What you need to do
Copy all lines in the data that contain the string "junctions".

Start of Block

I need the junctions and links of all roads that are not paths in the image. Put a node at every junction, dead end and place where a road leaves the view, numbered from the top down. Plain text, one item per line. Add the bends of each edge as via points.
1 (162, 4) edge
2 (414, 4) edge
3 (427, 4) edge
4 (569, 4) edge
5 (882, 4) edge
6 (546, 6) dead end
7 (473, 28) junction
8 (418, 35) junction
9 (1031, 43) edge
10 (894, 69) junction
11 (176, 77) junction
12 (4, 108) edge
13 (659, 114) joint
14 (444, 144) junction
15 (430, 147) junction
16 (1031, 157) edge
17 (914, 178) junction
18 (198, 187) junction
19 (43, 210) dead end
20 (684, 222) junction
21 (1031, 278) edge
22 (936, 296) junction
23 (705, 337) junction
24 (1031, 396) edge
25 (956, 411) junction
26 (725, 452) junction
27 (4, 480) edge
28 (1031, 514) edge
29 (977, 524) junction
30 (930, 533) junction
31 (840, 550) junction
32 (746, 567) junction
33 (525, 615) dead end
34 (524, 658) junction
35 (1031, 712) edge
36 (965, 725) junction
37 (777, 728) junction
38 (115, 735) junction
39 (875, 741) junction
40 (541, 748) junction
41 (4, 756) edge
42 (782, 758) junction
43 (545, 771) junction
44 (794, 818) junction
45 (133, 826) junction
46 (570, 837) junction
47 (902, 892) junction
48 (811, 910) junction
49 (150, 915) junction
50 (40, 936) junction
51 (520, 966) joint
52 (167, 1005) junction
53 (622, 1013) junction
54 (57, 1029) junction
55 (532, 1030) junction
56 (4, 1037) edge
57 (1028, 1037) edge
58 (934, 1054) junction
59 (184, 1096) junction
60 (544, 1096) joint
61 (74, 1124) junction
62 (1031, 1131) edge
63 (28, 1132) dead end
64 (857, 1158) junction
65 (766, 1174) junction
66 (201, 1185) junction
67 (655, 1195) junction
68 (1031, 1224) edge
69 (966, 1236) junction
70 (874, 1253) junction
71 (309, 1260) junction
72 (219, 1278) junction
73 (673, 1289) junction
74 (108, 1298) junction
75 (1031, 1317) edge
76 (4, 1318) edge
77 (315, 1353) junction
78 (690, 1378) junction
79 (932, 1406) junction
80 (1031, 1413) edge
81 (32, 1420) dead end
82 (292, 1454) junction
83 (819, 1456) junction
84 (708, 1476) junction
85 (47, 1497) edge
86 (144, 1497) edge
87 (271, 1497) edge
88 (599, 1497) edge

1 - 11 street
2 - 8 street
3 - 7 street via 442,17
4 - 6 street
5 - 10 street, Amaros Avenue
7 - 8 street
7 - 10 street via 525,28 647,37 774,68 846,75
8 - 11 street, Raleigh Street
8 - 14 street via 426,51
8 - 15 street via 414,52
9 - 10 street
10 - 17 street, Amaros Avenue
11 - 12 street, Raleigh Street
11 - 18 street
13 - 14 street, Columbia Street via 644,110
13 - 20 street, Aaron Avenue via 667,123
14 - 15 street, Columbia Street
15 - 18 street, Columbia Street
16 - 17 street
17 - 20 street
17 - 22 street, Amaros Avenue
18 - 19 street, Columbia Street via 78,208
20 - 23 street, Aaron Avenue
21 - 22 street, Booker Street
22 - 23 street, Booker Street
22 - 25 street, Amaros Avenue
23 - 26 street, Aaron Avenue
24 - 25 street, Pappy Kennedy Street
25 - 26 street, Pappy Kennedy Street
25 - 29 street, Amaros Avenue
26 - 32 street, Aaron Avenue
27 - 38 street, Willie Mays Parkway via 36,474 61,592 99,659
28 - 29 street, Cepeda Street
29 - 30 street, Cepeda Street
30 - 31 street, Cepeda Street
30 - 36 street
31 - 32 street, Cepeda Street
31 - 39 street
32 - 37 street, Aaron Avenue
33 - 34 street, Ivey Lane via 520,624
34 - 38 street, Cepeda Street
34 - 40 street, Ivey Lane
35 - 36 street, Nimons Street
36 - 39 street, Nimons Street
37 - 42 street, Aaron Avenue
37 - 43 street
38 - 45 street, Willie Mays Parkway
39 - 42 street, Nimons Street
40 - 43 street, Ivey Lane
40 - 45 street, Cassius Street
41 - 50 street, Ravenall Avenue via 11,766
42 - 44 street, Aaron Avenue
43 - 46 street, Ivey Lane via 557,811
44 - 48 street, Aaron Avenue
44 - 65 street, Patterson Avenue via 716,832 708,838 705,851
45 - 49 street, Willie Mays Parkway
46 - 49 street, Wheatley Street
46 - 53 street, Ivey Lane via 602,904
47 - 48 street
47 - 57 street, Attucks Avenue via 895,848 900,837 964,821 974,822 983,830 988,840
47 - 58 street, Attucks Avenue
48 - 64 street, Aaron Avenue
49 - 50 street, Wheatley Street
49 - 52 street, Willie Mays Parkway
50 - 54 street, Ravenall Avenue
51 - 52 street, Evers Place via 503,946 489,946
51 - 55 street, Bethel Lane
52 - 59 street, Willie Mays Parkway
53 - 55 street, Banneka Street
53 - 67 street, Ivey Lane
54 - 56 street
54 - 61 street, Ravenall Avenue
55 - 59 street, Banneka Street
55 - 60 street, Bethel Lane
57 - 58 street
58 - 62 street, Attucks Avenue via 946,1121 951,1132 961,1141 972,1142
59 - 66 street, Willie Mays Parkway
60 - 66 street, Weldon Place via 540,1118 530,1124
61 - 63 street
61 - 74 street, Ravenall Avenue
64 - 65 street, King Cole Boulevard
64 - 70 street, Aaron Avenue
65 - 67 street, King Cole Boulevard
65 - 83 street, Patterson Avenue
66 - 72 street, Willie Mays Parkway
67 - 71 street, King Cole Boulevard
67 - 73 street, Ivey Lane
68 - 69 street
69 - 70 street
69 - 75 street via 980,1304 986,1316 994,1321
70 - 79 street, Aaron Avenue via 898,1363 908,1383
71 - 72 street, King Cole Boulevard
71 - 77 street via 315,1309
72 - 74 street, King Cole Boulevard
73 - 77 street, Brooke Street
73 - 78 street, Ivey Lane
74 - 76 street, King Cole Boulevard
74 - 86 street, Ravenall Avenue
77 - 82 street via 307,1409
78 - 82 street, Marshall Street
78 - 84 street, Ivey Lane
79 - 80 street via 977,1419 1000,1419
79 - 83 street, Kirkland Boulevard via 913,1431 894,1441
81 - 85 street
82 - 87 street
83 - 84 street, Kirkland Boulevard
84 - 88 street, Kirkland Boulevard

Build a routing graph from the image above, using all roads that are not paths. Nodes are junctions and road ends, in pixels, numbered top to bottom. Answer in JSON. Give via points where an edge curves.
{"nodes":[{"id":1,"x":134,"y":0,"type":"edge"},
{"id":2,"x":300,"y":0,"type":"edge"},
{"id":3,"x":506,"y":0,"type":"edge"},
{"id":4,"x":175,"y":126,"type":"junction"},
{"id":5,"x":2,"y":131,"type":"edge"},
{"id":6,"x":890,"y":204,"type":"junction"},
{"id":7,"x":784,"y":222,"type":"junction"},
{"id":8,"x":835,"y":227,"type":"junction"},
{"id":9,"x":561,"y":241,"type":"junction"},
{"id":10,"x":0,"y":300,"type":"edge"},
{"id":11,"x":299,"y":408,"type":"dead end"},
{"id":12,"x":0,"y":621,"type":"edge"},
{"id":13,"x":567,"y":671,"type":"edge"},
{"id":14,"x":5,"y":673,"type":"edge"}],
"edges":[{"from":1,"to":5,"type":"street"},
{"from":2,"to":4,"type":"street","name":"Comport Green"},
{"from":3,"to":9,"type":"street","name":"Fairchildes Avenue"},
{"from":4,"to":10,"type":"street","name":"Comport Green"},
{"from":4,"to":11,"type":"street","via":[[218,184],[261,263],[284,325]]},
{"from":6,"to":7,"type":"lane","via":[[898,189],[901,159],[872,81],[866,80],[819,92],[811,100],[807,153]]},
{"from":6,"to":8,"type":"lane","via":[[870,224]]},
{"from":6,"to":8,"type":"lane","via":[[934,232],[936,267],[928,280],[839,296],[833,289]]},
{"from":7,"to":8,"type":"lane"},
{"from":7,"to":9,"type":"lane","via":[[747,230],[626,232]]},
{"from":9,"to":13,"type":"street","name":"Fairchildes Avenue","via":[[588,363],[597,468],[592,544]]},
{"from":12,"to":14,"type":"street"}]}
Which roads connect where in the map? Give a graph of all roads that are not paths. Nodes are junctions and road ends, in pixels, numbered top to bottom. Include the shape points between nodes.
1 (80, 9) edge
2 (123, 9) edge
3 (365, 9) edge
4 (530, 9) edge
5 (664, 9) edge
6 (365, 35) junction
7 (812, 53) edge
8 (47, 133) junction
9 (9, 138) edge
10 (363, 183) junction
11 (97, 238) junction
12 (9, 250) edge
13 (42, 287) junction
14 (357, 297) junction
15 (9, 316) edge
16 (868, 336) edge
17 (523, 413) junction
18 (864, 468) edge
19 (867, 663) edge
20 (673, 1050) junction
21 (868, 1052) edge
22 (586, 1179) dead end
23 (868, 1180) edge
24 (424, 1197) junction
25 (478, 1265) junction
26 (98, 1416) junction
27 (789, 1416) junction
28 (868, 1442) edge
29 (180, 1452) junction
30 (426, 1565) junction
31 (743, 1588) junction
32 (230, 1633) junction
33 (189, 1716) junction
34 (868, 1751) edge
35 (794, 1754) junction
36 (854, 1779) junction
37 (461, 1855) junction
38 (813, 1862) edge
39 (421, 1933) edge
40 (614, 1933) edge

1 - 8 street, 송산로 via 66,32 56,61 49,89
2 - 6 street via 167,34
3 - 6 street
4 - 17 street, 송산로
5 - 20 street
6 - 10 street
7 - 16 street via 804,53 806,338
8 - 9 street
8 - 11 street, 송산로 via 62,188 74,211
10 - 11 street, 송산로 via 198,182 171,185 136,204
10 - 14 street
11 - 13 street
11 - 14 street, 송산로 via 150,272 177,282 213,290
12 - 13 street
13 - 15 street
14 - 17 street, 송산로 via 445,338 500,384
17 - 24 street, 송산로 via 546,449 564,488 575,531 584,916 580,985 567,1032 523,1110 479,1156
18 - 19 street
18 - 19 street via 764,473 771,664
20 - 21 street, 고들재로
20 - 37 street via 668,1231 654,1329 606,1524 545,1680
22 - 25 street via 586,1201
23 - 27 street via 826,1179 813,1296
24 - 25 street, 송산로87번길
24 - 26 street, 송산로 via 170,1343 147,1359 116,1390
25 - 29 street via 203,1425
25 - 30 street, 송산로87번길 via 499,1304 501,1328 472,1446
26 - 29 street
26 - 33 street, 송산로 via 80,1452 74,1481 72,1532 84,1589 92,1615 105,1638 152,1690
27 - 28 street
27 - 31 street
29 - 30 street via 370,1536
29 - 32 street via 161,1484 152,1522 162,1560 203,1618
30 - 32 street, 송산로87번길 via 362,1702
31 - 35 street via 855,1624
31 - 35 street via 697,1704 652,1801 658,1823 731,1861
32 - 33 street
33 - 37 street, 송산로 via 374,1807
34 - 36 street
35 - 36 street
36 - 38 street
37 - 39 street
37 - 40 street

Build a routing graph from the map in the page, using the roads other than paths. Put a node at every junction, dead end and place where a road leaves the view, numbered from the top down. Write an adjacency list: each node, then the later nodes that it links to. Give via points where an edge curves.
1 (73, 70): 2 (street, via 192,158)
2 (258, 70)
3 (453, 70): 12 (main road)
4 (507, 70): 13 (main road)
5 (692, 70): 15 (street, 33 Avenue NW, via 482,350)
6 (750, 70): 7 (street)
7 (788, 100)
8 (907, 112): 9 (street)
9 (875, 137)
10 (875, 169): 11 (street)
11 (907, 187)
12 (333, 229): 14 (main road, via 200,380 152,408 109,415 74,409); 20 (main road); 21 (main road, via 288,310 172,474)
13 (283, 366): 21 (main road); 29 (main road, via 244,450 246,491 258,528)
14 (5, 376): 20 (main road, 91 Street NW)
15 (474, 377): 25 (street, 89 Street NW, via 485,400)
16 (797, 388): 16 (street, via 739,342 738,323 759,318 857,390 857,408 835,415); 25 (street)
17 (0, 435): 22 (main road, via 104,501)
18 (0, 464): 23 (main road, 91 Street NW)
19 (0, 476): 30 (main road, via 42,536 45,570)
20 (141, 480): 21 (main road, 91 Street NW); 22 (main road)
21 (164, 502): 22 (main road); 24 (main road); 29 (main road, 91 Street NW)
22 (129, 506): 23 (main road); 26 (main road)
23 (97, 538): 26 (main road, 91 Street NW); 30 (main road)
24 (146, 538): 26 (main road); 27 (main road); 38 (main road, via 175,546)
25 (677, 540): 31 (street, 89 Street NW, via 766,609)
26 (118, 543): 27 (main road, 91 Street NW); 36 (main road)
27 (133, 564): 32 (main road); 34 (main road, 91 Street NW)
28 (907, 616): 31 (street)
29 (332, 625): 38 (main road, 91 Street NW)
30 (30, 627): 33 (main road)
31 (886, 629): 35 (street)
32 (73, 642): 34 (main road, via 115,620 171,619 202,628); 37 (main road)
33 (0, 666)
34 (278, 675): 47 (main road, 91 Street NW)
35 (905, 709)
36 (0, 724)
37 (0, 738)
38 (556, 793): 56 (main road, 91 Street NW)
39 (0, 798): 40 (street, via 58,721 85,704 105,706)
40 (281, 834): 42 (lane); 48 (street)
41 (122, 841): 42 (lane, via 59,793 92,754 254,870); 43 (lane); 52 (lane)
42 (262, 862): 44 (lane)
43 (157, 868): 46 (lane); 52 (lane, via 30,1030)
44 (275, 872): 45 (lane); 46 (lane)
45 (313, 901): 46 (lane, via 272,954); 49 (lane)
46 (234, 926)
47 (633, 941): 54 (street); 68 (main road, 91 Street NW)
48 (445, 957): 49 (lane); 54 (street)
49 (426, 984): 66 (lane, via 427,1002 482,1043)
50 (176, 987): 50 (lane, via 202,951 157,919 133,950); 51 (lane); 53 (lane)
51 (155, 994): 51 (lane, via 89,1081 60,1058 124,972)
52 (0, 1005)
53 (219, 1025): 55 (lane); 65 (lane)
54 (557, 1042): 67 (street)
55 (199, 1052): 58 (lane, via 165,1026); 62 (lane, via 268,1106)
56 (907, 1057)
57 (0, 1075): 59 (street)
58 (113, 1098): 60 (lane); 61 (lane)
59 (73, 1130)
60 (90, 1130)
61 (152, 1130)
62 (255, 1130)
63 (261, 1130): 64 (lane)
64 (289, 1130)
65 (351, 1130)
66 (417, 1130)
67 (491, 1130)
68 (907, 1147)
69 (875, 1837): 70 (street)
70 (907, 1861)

End of Block

Solution
I need the junctions and links of all roads that are not paths in the image. Put a node at every junction, dead end and place where a road leaves the view, numbered from the top down. Plain text, one item per line. Add the bends of each edge as via points.
Build a routing graph from the image above, using all roads that are not paths. Nodes are junctions and road ends, in pixels, numbered top to bottom. Answer in JSON. Give via points where an edge curves.
Which roads connect where in the map? Give a graph of all roads that are not paths. Nodes are junctions and road ends, in pixels, numbered top to bottom. Include the shape points between nodes.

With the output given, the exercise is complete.